Но в отсутствие Антипатра в Иудее случилось то, что имело ужасающие последствия для всех. И все это произошло, по обыкновению, из-за женщин и из-за перешептывания рабынь.
Сплетни рабынь имели последствием то, что Ирод вновь приказал Ферору развестись со своей возлюбленной рабыней Ирой. Ферор отвечал, что он скорее лишится жизни, чем Иры. Тогда Ирод прогнал его из дворца и велел отправляться в свою тетрархию – в Заиорданье. Но скоро Ферор заболел там и умер. И хотя Ирод велел перевезти тело брата в Иерусалим, предписал народу самый глубокий траур и устроил ему блестящее погребение, однако в народе ходили женские толки, что Ферора отравил сам Ирод.
Толки эти дошли до Ирода. Рабынь и других придворных служанок Ирод приказал пытать. Полилась кровь, раздались стоны пытаемых.

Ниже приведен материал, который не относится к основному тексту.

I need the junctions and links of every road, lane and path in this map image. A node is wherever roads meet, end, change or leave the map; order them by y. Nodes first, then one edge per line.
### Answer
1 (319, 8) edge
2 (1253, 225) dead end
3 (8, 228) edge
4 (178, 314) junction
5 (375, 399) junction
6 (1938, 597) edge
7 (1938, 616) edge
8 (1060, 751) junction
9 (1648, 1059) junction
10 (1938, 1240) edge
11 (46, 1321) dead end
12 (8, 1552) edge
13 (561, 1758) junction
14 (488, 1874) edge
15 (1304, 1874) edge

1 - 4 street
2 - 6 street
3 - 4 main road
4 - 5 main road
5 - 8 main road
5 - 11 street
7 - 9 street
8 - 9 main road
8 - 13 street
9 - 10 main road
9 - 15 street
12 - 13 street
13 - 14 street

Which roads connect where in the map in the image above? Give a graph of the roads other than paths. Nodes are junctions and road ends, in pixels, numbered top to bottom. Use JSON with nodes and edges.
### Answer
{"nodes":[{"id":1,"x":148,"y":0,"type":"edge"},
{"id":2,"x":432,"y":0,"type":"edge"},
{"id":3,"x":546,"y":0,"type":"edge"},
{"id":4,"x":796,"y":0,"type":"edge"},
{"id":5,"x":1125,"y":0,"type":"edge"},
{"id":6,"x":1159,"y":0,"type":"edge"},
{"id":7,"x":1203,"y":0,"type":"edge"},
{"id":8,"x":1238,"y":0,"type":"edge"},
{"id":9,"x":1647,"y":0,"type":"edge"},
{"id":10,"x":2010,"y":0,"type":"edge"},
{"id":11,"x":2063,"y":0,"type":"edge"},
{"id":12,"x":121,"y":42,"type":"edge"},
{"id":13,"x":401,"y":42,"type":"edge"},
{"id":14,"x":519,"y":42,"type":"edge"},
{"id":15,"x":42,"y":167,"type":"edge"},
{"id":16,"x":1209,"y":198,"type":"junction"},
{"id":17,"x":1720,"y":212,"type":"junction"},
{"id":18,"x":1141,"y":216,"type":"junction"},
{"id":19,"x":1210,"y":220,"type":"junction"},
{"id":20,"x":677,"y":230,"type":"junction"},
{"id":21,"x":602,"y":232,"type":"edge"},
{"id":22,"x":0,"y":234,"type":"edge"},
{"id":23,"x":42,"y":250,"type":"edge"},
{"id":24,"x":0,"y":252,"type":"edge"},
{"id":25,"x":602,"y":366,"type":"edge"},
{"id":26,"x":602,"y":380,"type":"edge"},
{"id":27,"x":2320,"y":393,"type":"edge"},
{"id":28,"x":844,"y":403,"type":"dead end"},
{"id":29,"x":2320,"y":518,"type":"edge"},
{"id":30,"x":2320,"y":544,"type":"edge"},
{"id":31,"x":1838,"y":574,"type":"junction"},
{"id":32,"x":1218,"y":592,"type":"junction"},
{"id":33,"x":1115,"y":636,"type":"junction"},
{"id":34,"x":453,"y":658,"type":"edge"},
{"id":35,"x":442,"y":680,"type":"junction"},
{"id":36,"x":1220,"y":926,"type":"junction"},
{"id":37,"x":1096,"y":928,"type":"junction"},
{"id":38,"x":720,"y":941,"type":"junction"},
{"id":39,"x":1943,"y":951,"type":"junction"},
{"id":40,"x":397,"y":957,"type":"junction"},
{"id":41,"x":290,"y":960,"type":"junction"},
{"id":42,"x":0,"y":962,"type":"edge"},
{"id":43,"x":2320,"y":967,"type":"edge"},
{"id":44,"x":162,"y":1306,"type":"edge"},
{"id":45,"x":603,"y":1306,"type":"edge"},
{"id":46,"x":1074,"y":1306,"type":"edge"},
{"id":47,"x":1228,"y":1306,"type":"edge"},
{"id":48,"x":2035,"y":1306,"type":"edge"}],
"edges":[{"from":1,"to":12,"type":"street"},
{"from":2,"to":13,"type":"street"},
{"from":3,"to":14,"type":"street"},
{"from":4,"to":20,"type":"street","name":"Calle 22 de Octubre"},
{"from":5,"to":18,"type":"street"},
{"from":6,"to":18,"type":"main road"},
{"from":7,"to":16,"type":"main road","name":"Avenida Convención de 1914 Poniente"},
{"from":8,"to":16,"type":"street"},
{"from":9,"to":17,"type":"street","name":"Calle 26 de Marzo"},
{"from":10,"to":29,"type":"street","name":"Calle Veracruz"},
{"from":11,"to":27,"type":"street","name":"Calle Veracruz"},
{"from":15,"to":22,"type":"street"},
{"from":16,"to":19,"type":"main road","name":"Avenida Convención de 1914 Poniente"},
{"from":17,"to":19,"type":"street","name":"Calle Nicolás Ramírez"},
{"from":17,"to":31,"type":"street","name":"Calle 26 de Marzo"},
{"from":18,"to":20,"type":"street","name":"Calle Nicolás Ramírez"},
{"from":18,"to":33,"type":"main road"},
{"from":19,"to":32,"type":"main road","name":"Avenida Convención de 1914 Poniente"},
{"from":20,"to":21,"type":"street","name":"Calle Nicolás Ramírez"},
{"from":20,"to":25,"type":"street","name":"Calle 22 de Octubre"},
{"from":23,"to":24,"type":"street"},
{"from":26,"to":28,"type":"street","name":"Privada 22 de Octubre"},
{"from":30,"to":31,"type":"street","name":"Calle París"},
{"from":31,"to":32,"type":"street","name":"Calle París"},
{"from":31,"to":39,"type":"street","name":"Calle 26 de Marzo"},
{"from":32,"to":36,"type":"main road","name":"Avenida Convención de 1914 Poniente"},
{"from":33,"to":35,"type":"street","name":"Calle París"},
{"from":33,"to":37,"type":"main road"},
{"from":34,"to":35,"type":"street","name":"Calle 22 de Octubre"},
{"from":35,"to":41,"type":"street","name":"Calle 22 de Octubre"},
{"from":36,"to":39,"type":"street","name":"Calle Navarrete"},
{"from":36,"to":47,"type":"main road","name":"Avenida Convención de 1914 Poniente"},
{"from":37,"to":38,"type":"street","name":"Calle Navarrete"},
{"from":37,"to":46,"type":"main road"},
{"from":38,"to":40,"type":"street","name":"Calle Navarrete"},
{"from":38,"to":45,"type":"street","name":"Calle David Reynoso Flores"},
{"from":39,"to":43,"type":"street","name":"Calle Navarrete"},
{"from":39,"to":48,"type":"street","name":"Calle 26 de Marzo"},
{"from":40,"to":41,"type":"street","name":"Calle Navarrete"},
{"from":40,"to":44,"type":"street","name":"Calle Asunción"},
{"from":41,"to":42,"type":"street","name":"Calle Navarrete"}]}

– Господь Бог, царь небес и земли! – взмолилась одна из них под пытками старого Рамзеса. – Да карает Он виновницу наших страданий – Дориду, мать Антипатра!
– Га! – воскликнул Ирод, когда Рамзес доложил ему об этом. – Так пытай вновь всех и показания их вели записывать, а до Дориды я сам доберусь.
Через несколько часов Рамзес явился с записью.
– Ну что? – спросил Ирод.
– Вот! – лаконически отвечал старый негр, подавая запись, которую Ирод стал жадно пробегать глазами.
– А! – шептал он, задыхаясь. – Они все на меня… «Раз Ирод справился уже с Александром и Аристовулом, то он еще и до нас доберется и до наших жен», – вот они что говорят! «После того как он задушил Мариамму и ее детей, то никто не может ждать от него пощады, – поэтому, лучше всего по возможности не встречаться с этим кровожадным зверем…» Да, теперь лучше не встречаться… а встретитесь, встретитесь… А! Это мой первенец жалуется своей матушке, добродетельной Дориде: «Я уже поседел, а отец с каждым днем все становится моложе, и я, вероятно, умру прежде, чем вступлю на престол…» Да, да! Умрешь, умрешь! Это верно… Дальше: «Но пускай даже отец опередит меня смертью – да и когда это будет? – то, во всяком случае, царствование принесет мне кратковременную радость… Голова гидры – дети Александра и Аристовула – растут, а виды для моих собственных детей отец у меня похитил, потому что в завещании преемником моим он не назначил ни одного из моих сыновей, а Ирода, сына Мариаммы…» О, злодей! Змея! Он еще издевается надо мной, говорит: «Впрочем, в этом отношении отец не более как старый простофиля, если воображает, что его завещание, после его смерти, останется в силе – я уж позабочусь о том, чтобы никто из его потомков не остался в живых…»
Кровь бросилась Ироду в голову, в глазах потемнело… Да ведь это его собственная система… Сын ее усвоил себе… Он сам, Ирод, старался искоренить потомство Маккавеев – Антигона, Аристовула, наконец, своих собственных сыновей от Мариаммы… Сын идет по стопам отца…
Оправившись немного, Ирод опять стал пробегать пыточную запись:
– А! Вот что: «Никогда еще ни один отец так не ненавидел своих детей, как Ирод, но его братская ненависть простирается еще дальше: недавно только он дал мне сто талантов за то лишь, чтобы я ни слова не вымолвил с Ферором. А когда Ферор спросил меня: „Что я ему сделал худого?“ – „То, что мы должны считать себя счастливыми, что он, отняв у нас все, дарует нам хоть жизнь. Но невозможно спастись от такого кровожадного чудовища, которое даже не терпит, чтобы открыто любили других. Теперь, конечно, мы вынуждены скрывать наши свидания; но вскоре мы это будем делать открыто, если только будем мужественны и смело подымем руку“.